Something to think about

Quotes: I've learned that no matter what happens, or how bad it seems today, life does go on, and it will be better tomorrow. (Maya Angelou)..The destiny of every human being is decided by what goes on inside his skull when confronted by what goes on outside his skull. (Eric Berne).. Work while you work, play while you play - this is a basic rule of repressive self-discipline. (Theodor W. Adorno)

Wednesday 3 June 2015

5 What's in a name?

Amabel, Beatrice, Christabel, Dorcus, Emma, Fatima.
On and on, from A to Z. No candidate escapes Mama’s close scrutiny. She has even perused Dickens and Thomas Hardy for likely ones, preferably names that have otherwise fallen out of use. Whatever her attitude to motherhood might be, careless is not a word I can use to describe it.
Today I have been Victoria like the bus station and the old British queen. But Victoria won't last. Not that Mama is against royalty. She secretly admires their arrogance and grandness, their secretiveness and affluence, but she hates nicknames, so Vickie will go the same way as Bella, Chrissie, Dorky or Fatty (for that, let us be truly thankful).
When we are out shopping, she takes to calling me Faith, a name distressingly devoid of melody and rhythm. I expect she is testing its singularity. People ooh and aah at such an unusual name. Some of them recall that I have a great uncle who was a blind from birth and an evangelist, but Mama circumvents discussion of relations who do not belong to her side of the family, however erudite they might be. She herself only flirts with religion without actually believing in anything much. Choosing a biblical name will be a form of sacrifice that does not hurt her but leaves a lasting impression of piety on everyone else. Mama defies the attempts of Aunt Jane and Dada call me Ann after their mother’s sister, it being a softly feminine name and easy to spell, and a name that can be augmented in an affectionate way, but it is rejected as being too nondescript for this exceptional me she has produced. And who am I to disagree? Ann is eventually consigned to coming after Faith at the registry office, and I have never been able to identify with that name.
The name Faith with all its awesome connotations and awful responsibilities wins the day, though Aunt Jane continues to call me Ann. I am christened without my permission and with a name that is a celebration of the holy scriptures of any religion you care to name, in word, if not in deed. I am summarily sentenced to going through life as part of a biblical saying. I have to get used to being reveal where the ‘other two’ are. As a final irony, the name Ann has been tagged on, like a spare wheel, in Mama’s reluctant remembrance of my paternal great aunt. No one shall say Mama is churlish. So now the name Mama wanted in the first place is firmly affixed and documented.

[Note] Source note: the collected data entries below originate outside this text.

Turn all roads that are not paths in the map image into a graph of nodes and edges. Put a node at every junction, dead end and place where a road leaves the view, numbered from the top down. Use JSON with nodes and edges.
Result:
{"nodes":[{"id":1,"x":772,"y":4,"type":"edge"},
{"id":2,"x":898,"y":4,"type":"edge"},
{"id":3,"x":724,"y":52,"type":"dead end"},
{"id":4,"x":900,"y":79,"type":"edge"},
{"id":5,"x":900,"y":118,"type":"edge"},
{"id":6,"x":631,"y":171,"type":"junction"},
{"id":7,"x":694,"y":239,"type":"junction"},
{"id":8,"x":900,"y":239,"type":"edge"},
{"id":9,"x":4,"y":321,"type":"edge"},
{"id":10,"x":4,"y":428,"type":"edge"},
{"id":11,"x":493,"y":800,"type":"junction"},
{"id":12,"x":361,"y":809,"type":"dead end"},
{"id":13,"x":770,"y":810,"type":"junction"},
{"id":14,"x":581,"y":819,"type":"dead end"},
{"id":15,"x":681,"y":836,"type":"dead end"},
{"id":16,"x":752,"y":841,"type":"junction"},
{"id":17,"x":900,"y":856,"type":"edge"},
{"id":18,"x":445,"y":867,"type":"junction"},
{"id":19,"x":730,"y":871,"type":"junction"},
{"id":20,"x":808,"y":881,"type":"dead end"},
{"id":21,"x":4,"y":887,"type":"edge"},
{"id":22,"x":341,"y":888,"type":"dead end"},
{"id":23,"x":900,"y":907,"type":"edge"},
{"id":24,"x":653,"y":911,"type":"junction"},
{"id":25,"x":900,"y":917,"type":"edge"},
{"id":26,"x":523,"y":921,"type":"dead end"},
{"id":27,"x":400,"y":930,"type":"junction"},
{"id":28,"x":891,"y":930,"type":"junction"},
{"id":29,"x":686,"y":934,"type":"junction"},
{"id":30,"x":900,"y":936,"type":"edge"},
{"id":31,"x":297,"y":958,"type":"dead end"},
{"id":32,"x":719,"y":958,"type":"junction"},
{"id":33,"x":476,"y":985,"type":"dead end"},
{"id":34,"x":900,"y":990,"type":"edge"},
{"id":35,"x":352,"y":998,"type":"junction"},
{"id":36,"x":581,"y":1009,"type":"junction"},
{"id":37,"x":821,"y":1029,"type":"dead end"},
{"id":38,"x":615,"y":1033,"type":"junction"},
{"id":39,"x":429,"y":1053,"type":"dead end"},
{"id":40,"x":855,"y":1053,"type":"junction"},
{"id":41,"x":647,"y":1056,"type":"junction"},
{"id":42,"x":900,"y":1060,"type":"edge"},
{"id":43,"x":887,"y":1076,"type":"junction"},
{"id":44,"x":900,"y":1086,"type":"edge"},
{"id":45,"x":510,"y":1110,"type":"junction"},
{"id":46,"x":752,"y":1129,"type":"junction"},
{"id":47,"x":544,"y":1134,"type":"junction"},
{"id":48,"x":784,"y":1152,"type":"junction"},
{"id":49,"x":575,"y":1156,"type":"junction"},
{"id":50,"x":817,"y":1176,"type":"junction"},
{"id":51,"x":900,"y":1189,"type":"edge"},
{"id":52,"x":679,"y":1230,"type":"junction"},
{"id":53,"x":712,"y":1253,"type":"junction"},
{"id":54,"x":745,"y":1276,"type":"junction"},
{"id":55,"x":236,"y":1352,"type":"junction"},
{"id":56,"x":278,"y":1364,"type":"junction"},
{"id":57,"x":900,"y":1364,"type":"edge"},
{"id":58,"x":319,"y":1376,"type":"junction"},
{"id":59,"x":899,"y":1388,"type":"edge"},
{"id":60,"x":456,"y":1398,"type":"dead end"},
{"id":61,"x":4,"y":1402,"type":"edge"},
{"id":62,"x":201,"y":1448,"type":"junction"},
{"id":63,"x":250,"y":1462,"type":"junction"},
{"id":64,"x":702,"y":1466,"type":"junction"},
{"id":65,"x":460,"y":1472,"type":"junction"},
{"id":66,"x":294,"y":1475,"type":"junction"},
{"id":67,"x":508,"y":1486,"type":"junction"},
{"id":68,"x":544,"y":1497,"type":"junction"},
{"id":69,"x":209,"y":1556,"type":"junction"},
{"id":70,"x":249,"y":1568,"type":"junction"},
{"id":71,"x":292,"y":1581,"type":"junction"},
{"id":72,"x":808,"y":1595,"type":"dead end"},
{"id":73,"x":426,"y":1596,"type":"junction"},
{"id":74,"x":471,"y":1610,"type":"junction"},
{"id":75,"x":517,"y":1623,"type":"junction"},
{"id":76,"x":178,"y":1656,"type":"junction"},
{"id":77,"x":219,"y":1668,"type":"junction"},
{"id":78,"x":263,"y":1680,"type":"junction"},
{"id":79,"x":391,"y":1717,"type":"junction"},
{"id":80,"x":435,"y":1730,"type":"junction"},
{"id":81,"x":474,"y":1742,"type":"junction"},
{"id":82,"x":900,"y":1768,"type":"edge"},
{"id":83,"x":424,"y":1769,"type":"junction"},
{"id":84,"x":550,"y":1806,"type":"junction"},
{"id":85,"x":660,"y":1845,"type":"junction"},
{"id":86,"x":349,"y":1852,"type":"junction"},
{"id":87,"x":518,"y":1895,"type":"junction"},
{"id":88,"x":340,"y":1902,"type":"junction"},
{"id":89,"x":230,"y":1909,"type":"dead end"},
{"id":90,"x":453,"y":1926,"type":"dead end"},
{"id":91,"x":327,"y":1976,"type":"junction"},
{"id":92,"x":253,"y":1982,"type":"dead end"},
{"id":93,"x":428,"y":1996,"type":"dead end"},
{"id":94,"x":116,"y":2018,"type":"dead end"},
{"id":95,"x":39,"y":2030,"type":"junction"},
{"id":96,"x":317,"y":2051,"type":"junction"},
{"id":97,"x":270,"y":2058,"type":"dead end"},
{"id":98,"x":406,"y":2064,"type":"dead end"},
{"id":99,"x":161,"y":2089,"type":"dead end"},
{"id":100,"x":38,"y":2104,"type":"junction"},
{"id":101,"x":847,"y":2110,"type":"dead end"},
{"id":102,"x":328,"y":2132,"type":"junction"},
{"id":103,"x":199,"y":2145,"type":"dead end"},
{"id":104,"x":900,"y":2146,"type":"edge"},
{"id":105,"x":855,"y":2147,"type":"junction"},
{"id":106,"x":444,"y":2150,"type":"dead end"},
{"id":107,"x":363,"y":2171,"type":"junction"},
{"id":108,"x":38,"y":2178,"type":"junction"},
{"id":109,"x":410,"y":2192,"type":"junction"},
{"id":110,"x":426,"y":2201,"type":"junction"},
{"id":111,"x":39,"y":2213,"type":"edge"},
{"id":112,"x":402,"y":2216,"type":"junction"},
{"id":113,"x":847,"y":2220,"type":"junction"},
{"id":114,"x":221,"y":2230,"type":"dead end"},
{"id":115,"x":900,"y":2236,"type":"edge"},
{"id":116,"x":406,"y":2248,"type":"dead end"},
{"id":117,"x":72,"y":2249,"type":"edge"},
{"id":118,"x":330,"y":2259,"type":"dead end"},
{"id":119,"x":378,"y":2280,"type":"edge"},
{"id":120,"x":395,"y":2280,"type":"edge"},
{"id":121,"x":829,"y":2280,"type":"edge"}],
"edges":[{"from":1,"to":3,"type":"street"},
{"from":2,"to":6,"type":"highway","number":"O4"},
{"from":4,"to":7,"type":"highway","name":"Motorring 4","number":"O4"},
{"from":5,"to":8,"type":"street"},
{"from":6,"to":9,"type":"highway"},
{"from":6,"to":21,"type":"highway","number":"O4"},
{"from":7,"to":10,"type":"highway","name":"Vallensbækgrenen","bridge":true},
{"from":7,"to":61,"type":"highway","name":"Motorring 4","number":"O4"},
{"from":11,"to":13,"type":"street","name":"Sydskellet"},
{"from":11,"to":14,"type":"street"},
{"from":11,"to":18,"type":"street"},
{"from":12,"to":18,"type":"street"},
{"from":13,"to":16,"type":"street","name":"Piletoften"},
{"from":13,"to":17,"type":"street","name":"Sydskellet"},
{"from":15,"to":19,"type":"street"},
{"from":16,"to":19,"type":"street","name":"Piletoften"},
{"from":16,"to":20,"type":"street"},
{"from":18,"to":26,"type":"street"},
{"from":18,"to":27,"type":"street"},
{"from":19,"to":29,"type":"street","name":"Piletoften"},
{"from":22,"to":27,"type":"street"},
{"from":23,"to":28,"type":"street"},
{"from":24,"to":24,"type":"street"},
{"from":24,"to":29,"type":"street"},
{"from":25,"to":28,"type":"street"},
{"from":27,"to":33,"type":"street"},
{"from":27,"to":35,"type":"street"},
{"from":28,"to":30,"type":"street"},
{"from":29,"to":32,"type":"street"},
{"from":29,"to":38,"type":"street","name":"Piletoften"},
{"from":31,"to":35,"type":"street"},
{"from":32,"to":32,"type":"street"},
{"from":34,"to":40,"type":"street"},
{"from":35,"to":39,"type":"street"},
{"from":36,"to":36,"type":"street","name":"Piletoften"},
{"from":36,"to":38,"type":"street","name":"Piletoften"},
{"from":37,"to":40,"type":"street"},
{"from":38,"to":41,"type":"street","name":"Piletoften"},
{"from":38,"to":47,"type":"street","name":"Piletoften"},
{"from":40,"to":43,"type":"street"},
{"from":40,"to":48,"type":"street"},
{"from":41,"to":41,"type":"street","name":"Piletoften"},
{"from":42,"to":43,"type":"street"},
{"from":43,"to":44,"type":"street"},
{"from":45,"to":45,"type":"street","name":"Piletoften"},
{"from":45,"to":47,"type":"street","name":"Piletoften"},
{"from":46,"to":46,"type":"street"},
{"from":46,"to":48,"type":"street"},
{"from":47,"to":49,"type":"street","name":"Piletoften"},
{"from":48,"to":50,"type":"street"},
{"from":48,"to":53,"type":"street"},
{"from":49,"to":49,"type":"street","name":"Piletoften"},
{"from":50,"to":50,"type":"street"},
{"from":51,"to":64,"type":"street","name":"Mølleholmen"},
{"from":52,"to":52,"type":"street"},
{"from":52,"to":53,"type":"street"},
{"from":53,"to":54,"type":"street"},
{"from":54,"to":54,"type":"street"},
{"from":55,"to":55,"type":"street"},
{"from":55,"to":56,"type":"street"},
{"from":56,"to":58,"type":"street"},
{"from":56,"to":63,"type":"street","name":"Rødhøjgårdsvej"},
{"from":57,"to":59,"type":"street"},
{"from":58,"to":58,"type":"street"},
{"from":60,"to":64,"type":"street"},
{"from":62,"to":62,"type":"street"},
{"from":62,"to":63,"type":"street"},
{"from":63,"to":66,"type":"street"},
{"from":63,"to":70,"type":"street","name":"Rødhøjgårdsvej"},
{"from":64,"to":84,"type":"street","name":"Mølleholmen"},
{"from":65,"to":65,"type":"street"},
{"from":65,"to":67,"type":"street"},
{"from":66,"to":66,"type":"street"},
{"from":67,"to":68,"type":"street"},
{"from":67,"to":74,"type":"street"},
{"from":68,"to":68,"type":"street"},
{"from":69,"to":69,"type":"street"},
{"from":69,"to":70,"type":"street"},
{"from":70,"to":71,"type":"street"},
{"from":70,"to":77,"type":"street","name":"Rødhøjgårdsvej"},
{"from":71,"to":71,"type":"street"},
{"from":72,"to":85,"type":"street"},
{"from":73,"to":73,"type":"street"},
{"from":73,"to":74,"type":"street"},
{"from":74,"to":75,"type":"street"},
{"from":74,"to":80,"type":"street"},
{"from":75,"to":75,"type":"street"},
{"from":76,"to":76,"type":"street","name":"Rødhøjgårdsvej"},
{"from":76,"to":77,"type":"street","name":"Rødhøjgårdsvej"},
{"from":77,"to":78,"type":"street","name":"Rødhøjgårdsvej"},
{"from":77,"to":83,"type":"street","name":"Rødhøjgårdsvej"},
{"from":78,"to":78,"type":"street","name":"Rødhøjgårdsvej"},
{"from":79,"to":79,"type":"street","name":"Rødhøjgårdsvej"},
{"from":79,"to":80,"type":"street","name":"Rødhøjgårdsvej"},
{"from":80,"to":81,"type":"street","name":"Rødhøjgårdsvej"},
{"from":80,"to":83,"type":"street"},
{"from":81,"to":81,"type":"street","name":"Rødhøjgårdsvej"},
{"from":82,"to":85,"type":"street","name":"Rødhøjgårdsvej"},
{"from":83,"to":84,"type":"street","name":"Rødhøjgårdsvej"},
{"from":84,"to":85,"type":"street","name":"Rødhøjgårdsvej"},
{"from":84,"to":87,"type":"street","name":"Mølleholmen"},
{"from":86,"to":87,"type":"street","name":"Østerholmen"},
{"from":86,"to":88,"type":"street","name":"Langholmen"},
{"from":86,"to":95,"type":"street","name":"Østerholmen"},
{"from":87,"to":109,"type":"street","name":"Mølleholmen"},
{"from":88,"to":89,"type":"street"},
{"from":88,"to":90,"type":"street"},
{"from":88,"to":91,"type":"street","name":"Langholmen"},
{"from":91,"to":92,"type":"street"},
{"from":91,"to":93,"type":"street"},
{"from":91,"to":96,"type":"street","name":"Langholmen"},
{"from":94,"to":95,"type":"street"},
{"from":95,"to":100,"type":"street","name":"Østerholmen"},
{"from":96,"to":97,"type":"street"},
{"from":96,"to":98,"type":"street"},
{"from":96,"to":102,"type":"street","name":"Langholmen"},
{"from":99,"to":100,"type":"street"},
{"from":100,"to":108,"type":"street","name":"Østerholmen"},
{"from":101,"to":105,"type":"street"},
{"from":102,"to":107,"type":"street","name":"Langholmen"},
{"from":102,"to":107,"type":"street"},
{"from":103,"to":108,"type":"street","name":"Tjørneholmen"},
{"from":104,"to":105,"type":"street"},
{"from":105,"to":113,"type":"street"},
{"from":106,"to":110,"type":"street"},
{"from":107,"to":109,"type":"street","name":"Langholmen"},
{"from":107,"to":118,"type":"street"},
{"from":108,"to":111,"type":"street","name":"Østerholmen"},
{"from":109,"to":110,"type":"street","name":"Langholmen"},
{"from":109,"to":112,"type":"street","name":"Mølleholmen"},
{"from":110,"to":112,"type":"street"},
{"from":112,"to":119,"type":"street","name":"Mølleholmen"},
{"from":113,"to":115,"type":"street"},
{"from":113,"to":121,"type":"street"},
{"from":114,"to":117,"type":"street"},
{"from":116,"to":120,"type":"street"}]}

Mama has won her fight to have a name for me that is as unique and remarkable she would like to think any child of hers must be. I certainly do look more like her every day. There is nothing in my looks to suggest Dada has been a party in my procreation.
Dada’s family all look like the French onion seller who cavorts round the streets on a rickety bike in all weathers with odorous garlands slung around his lightly clothed torso. This boisterous little man is squat, raven-haired and swarthy and his eyes are as black as night. He has lots of Gallic charm, which no doubt boosts his sales to the drab housewives he cajoles into parting with more of their housekeeping money than they can possibly afford for more onions than they need. His sales patter is in an odd mixture of French and English with most of it either stuck in his throat or stammered through his strangely effeminate lips. Trade must be good, since the aroma of fried onions is the overriding cooking smell in most of the houses he has called on. That rusty velocipede that is equipped with a rusty bell that announces his imminent coming to all and sundry, is useful for carrying both him and extra onions and anything else he happens to be purveying. It is part of his stock in trade, though with the price of onions at rock bottom, it is doubtful whether onions are the mainstay of his enterprise. His commercial round includes cups of teas and buns in numerous kitchens and quite possibly erotic interludes with neglected housewives. It takes him to far corners of the county when he has time. When he isn’t satisfying his regular customers one way or another, he is at the Liverpool victual market bidding for job lots of onions from anywhere at all, which he winds into plaits and decorates with ribbon in French colours. A barefaced entrepreneur with no end of tricks up his sleeve, he can also mend any household gadget you care to mention, so he is in fierce demand for running repairs, too.

Whatever services he may provide, he doesn’t provide them to Mama, who grows her own French look-alike onions and mends her own household equipment, such as it is. Besides that, she has no use for thick-lipped Frenchmen. In fact, she is not partial to men as a race, excepting Dada, who is admittedly exceptional.